Sublinho que claramente conheço o filme que estás a referir, mas isso sou eu que sou fã dos filmes de Tim Burton. No entanto há filmes antigos que nunca vi, olha temos pena, supostamente são memoráveis e fantásticos mas eu tenho mais que fazer do que ver filmes a preto e branco (sim já reclamaram comigo por eu não ter visto filmes desse género). Por exemplo, só há um ano para aí vi o "Padrinho" (I/II/III), adorei apesar de ser antigo (o primeiro é da década de 70), só vi há um ano porque nunca tinha calhado de ver até à altura. Vou exigir aos miúdos de 16 anos verem os filmes?! Claro que não, fogo. Eu ultimamente tenho visto bastantes filmes antigos, bons filmes que marcaram bastante, por curiosidade, porque me quero informar, mas isso sou eu e não exigo este tipo de comportamento a ninguém!

É o mesmo raciocínio com os livros: "Ah e tal como é que não conheces este livro de 1940? E este que fala disto e bláblá..." Opá nem todos somos iguais, eu nunca na vida vou pegar em livros que não me interessam só porque dizem que é um clássico filosófico.

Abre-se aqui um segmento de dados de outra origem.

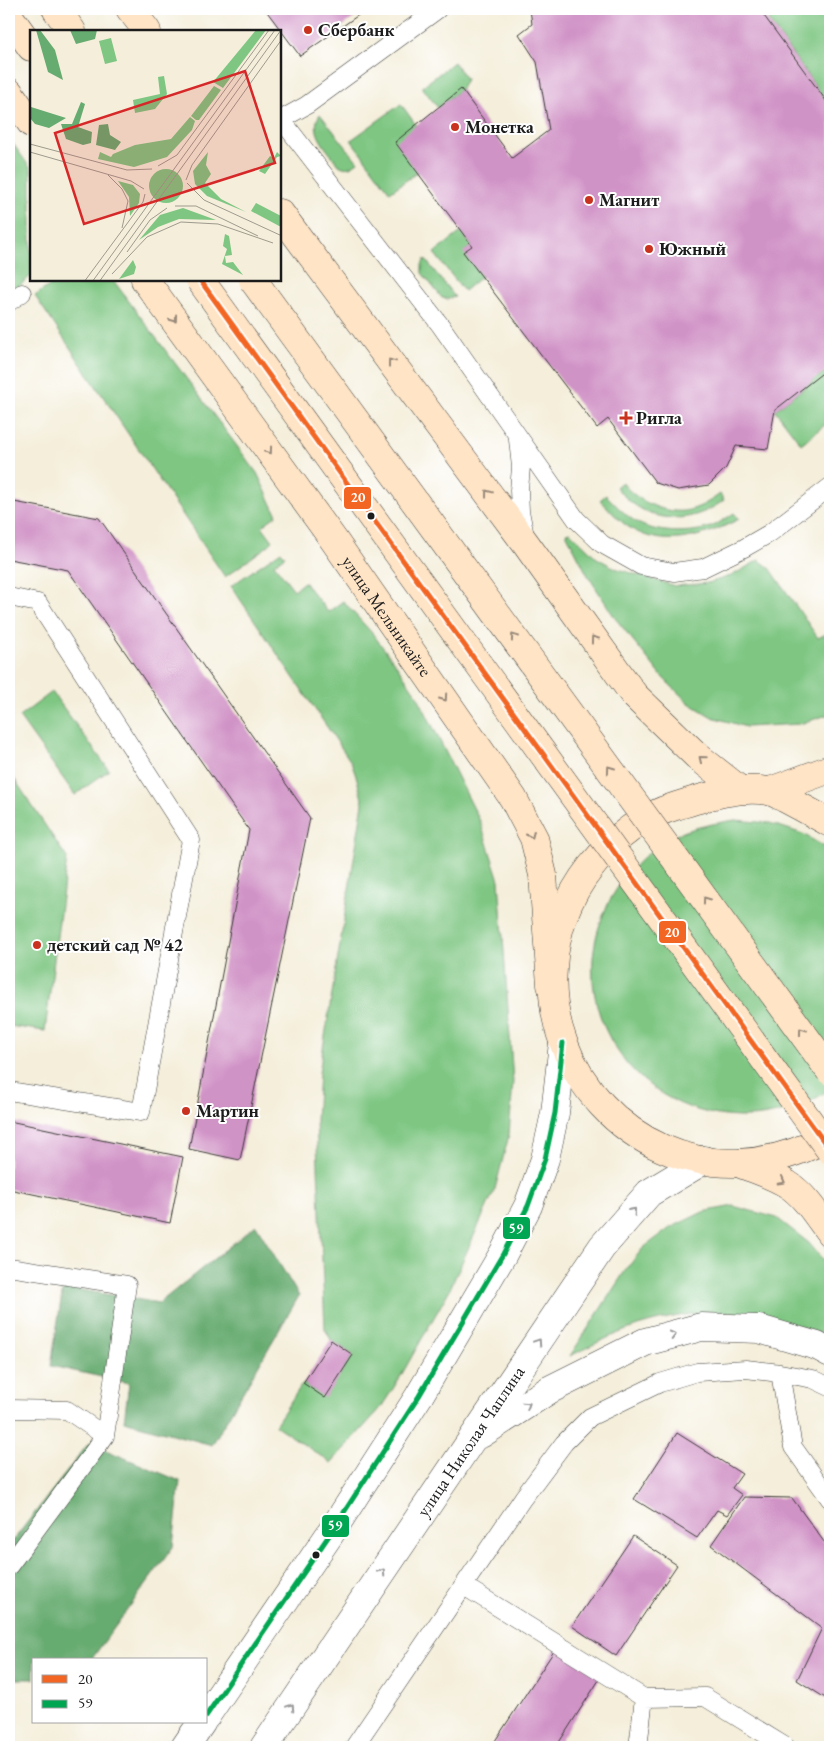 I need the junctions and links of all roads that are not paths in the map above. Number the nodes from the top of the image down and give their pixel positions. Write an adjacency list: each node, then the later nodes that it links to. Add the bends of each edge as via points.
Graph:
1 (56, 9): 5 (main road)
2 (130, 9): 6 (main road)
3 (438, 9): 9 (lane, via 307,105)
4 (9, 16): 7 (main road)
5 (71, 30)
6 (145, 30)
7 (30, 46)
8 (9, 92): 10 (main road)
9 (281, 119): 15 (lane, via 441,326)
10 (30, 122)
11 (281, 213): 17 (main road, one-way to 11)
12 (146, 281): 23 (main road, улица Мельникайте, one-way to 23, via 334,539 513,798 534,838 543,875)
13 (201, 281): 28 (main road, bridge)
14 (255, 281): 25 (main road, one-way to 14, bridge)
15 (518, 437): 16 (lane, via 576,519 602,544 641,566 674,572 704,568 744,548 770,533); 17 (lane, via 520,511)
16 (830, 487)
17 (526, 544): 20 (main road, one-way to 17, via 697,756 634,695)
18 (9, 597): 26 (lane, via 38,603 191,840 141,1112)
19 (830, 769): 21 (main road)
20 (740, 790): 21 (main road); 23 (main road, via 663,810 631,828 603,851 580,880 564,913 554,948)
21 (770, 791): 22 (main road)
22 (830, 824)
23 (552, 985): 24 (main road)
24 (563, 1043): 29 (main road, via 580,1078 603,1108 633,1132 667,1150); 43 (street, via 555,1113 545,1159 528,1206 503,1254 419,1396)
25 (830, 1071)
26 (9, 1091)
27 (830, 1136): 30 (main road, via 806,1149 772,1159)
28 (830, 1150)
29 (704, 1160): 30 (main road); 38 (street, улица Николая Чаплина, one-way to 29, via 602,1247 649,1193)
30 (737, 1163): 31 (main road, one-way to 31, via 788,1185 810,1206)
31 (830, 1233)
32 (9, 1267): 37 (lane, via 126,1286)
33 (830, 1353): 38 (street, one-way to 33, via 549,1390 644,1342 701,1327 759,1330 817,1346)
34 (780, 1373): 35 (lane, via 813,1379); 39 (lane, via 793,1447); 41 (lane, via 746,1369 697,1372 660,1383 590,1417 564,1443)
35 (830, 1387)
36 (9, 1409): 37 (lane, via 66,1410)
37 (106, 1436): 40 (lane)
38 (471, 1440): 46 (street, улица Николая Чаплина, one-way to 38)
39 (830, 1500)
40 (9, 1566)
41 (464, 1586): 42 (lane); 47 (lane)
42 (644, 1698): 48 (lane); 49 (lane, via 705,1697)
43 (208, 1713)
44 (201, 1724): 45 (street)
45 (185, 1747)
46 (264, 1747)
47 (354, 1747)
48 (638, 1747)
49 (786, 1747)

Se essa gente soubesse os calhamaços que eu tenho de ler para a universidade e vida prática engoliam as palavras :)

Desculpa o testamento, mas já estou farta de criticarem esta geração por não conhecerem filmes e livros mesmo muito antigos. Desculpa mas eu acho que eles não têm obrigação, cada um sabe de si, cada um lê e vê o que quer. Eu tento me manter informada, mas não critico quem não queira ver pex "Singin' in the Rain", opá eu vi e adorei mas o raio do filme é de 1952 :D

Beijinho
Podes me bater se quiseres :)
The Coiso disse…
Acho que és a vencedora do post mais comprido neste blog desde que eu me lembro :)

Entendo o teu desabafo e concordo com ele em determinados pontos. Obviamente que eu que sou da geração de 80 também não corri de fio a pavio todos os clássicos do cinema e da literatura. Isso tem muito a ver com a personalidade e gostos de cada indivíduo.

A questão (que se calhar eu não soube explicitar no post) tem mais a ver com o facto de estas gerações mais novas desconhecerem por completo determinados autores, obras e factos que fazem parte de uma espécie de senso comum universal. Por exemplo, podem nunca ter lido Kafka, mas saberem quem é. Mozart, também não são obrigados a ouvir, mas não compreendo como não o conhecem.

E pior que isso é rotularem como "antigo" e recusarem-se a conhecer por ser "antigo". O que se torna particularmente grave quando na actualidade conseguem facilmente obter informação sobre quem e o que quer que seja.

Obviamente que eu também estou a generalizar. Não se pode catalogar assim uma geração. Nem todos os miúdos de 20 anos desconhecem as coisas "antigas" (como é o teu caso), mas quase que apostava um rim em como a grande maioria não conhece e não quer conhecer.